The experience that I yearn to play back is a literary love story. In the past three years I have fallen in love with e-books. The matchmaker was Amazon, with its several versions of the Kindle. But the object of my affection is not the thing itself; this is not about the smell of the Kindle. It’s about Reading, revealed to me in a new dimension.  It’s as if you had married your high school sweetheart and lived faithfully with her for five decades, only to discover that she is—oh, baby!—a goddess from another universe where love lasts forever and has the power to reverse human aging.

This desire to write a book about e-books has been gathering within me for about four months. One catalyst was the author Steven Pressfield, whom I interviewed for The Kindle Chronicles for TKC 143. Steve’s The War of Art and the manifesto based on it that he published with Seth Godin’s Domino Project prompted me to jot down the essence of a book on a sheet of yellow, legal-size foolscap paper.  In Do The Work, the manifesto, Steve got me going with this:

Don’t overprepare. Don’t let research become Resistance. Don’t spend six months compiling a thousand-page tome detailing the emotional matrix and family history of every character in your book.

Outline it fast. Now. On instinct.

Discipline yourself to boil down your story/new business/philanthropic enterprise to a single page.

So I did that. I still have my yellow foolscap page, dated April 24, 2011 – not quite six months ago, but I better get going if I’m going to beat that target.

Steve is a student of Resistance and its infinite wiles, which is what makes his books on this topic so valuable to anyone undertaking a creative project.
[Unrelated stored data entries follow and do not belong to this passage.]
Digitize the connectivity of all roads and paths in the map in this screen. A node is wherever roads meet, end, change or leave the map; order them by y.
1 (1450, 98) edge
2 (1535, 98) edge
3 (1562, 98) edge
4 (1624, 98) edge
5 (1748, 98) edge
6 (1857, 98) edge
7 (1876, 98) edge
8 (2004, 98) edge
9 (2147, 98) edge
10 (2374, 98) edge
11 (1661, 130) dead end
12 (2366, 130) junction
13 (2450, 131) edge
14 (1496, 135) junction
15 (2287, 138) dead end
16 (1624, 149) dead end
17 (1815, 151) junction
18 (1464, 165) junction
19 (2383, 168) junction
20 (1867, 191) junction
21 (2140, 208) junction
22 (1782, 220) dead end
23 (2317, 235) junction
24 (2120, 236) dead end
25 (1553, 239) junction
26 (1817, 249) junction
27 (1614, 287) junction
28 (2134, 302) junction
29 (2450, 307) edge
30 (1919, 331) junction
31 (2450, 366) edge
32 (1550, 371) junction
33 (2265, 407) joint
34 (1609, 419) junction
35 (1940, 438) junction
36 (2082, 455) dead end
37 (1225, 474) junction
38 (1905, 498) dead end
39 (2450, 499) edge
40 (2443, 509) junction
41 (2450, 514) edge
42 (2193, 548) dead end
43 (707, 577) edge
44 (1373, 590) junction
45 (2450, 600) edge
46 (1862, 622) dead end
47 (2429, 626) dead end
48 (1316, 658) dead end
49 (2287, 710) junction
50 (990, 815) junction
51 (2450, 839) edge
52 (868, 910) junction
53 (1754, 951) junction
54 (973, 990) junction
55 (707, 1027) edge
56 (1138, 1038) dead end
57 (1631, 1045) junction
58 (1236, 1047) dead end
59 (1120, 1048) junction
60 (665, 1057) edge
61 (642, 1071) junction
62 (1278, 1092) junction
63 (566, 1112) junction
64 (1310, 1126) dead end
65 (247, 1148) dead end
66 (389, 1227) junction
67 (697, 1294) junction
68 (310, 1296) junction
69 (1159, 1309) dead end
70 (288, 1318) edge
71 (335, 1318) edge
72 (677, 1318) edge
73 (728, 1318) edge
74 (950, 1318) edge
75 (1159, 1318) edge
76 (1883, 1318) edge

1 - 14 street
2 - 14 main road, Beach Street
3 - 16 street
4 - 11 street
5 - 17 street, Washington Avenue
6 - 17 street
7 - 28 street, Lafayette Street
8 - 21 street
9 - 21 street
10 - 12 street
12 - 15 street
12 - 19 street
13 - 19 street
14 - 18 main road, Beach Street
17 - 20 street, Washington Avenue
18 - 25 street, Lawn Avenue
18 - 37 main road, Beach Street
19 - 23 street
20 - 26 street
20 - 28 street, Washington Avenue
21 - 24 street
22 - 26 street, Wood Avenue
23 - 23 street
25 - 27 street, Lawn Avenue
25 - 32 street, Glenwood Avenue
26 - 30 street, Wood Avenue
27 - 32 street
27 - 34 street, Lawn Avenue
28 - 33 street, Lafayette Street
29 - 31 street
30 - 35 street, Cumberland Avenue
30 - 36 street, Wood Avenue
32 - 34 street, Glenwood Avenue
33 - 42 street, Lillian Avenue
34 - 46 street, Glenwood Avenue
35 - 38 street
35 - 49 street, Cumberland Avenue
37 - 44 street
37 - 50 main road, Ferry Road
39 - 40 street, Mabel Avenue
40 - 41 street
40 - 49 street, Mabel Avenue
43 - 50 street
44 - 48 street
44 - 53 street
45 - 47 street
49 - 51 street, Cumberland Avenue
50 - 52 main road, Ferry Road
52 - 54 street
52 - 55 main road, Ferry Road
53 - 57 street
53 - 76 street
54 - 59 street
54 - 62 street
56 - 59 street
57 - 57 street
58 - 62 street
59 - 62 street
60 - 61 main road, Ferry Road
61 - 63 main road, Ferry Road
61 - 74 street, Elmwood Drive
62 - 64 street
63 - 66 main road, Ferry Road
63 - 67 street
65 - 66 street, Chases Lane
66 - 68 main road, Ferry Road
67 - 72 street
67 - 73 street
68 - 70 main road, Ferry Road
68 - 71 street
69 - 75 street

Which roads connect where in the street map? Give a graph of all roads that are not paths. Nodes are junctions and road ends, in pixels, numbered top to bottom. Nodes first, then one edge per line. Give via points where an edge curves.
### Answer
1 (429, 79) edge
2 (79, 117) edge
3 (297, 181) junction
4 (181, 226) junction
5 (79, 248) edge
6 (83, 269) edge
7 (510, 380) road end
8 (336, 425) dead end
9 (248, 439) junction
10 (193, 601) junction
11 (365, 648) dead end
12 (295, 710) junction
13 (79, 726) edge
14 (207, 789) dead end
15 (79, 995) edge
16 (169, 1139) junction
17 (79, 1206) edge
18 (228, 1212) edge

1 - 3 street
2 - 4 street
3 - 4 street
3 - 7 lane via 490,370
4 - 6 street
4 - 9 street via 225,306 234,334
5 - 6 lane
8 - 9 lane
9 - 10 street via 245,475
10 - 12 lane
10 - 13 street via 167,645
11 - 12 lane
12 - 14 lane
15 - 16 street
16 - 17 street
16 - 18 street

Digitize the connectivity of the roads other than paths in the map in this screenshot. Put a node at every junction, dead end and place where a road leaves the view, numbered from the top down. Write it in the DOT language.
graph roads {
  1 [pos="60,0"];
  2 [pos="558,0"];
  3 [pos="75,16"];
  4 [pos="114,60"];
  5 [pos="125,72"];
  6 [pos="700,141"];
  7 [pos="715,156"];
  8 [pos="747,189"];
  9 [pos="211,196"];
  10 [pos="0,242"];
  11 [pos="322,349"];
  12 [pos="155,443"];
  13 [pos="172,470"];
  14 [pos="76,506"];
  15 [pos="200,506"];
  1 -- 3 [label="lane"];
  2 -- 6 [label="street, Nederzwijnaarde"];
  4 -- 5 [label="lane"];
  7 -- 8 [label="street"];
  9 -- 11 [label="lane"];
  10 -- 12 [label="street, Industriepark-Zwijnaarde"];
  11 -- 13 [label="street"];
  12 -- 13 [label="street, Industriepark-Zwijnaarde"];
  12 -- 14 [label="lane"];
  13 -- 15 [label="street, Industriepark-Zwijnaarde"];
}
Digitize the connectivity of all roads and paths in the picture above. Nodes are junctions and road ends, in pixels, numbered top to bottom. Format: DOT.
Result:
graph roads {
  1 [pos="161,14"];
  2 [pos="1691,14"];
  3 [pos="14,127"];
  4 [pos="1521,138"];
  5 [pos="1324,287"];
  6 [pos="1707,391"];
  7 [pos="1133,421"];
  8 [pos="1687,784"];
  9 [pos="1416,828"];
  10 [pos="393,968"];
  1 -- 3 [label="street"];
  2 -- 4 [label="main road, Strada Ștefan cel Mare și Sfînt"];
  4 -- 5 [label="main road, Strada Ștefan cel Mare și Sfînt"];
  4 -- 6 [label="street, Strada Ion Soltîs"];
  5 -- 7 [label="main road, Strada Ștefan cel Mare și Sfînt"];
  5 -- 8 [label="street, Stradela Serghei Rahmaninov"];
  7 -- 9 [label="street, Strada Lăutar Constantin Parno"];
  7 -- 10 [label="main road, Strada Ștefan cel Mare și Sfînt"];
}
I share his belief that “the more important a call or action is to our soul’s evolution, the more Resistance we will feel toward pursuing it.” But I also have a sense that angels often see a struggle developing and arrive on the scene to help out.  Mine at this point include Steven Pressfield, a loyal and articulate listener of the Kindle Chronicles who lives in Paris and Norway, and, as of yesterday, a woman named Melissa Ludtke.

Melissa is editor of the excellent Nieman Reports, published on paper and the web by the Neiman Foundation for Journalism at Harvard. Via our shared connection with Dan Kennedy at Northeastern, whom I interviewed for TKC 156, she invited me to write an essay for the winter issue. Her original idea was that it would be about what journalists need to know about publishing their work for e-readers, but she showed herself to be a skillful and intuitive editor when she shifted the assignment in mid-stream during our introductory phone call.  She had asked what I’m working on, and I found myself laying out the still-forming plan for a book about how I’ve made an ecstatic transition from reading on paper to reading e-books. “Why don’t you write about that?” Melissa responded. So that’s my assignment, due in mid-October.  Which will be, incidentally, about six months from when I jotted down my plan on foolscap.  Nice try, resistance!

It’s not too smart to gloat in the face of resistance, especially since I’ve now spent four hours on this first day of announced work on the book writing about my writing a book.  But by translating my intention into the medium of a blog post, I am now able to re-cognize the project which has been beckoning me since April.

I like the idea of sharing my progress on the book here on my blog, but I’ll feel my way forward on that one. Meanwhile, if you have any advice to offer or topics you hope I’ll cover, please leave a comment below or get in touch with me at PodChronicles AT Gmail DOT com.

Onward!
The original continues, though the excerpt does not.